▶ **What you will do**: Down to the last line, restate the records below word for word, dropping every image.

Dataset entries

- - - -

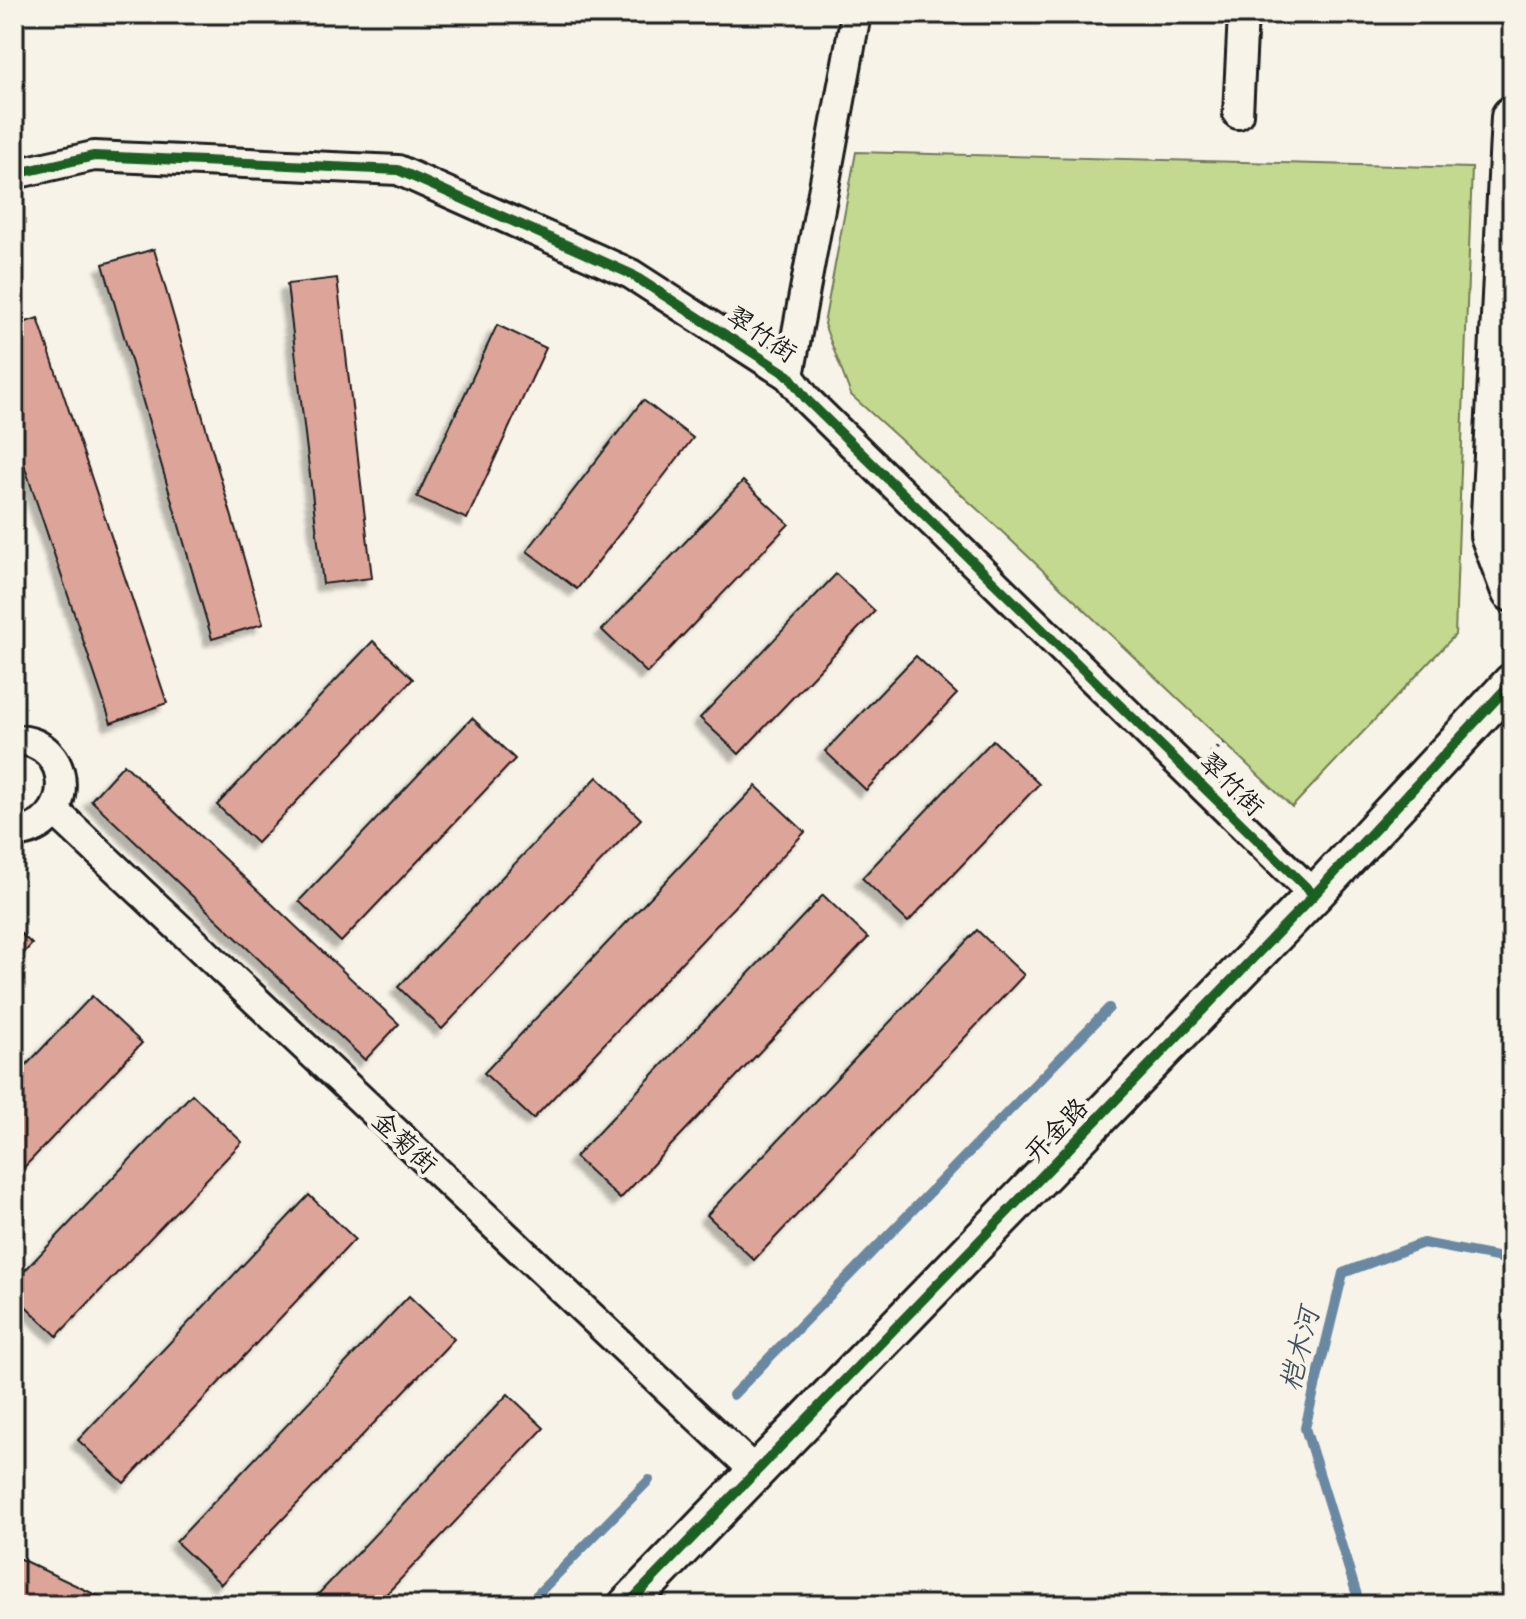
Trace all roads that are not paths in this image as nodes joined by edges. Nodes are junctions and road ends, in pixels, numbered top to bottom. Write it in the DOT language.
graph roads {
  1 [pos="856,14"];
  2 [pos="1243,14"];
  3 [pos="1238,114"];
  4 [pos="1512,117"];
  5 [pos="14,174"];
  6 [pos="789,376"];
  7 [pos="1512,591"];
  8 [pos="1512,682"];
  9 [pos="14,740"];
  10 [pos="55,811"];
  11 [pos="14,833"];
  12 [pos="1314,895"];
  13 [pos="756,1472"];
  14 [pos="627,1605"];
  1 -- 6 [label="street"];
  2 -- 3 [label="street"];
  4 -- 7 [label="main road"];
  5 -- 6 [label="street, 翠竹街"];
  6 -- 12 [label="street, 翠竹街"];
  8 -- 12 [label="street, 开金路"];
  9 -- 10 [label="street"];
  10 -- 11 [label="street"];
  10 -- 13 [label="street, 金菊街"];
  12 -- 13 [label="street, 开金路"];
  13 -- 14 [label="street, 开金路"];
}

- - - -

▶ **Reply**:
Trace all roads that are not paths in this image as nodes joined by edges. Nodes are junctions and road ends, in pixels, numbered top to bottom. Write it in the DOT language.
graph roads {
  1 [pos="856,14"];
  2 [pos="1243,14"];
  3 [pos="1238,114"];
  4 [pos="1512,117"];
  5 [pos="14,174"];
  6 [pos="789,376"];
  7 [pos="1512,591"];
  8 [pos="1512,682"];
  9 [pos="14,740"];
  10 [pos="55,811"];
  11 [pos="14,833"];
  12 [pos="1314,895"];
  13 [pos="756,1472"];
  14 [pos="627,1605"];
  1 -- 6 [label="street"];
  2 -- 3 [label="street"];
  4 -- 7 [label="main road"];
  5 -- 6 [label="street, 翠竹街"];
  6 -- 12 [label="street, 翠竹街"];
  8 -- 12 [label="street, 开金路"];
  9 -- 10 [label="street"];
  10 -- 11 [label="street"];
  10 -- 13 [label="street, 金菊街"];
  12 -- 13 [label="street, 开金路"];
  13 -- 14 [label="street, 开金路"];
}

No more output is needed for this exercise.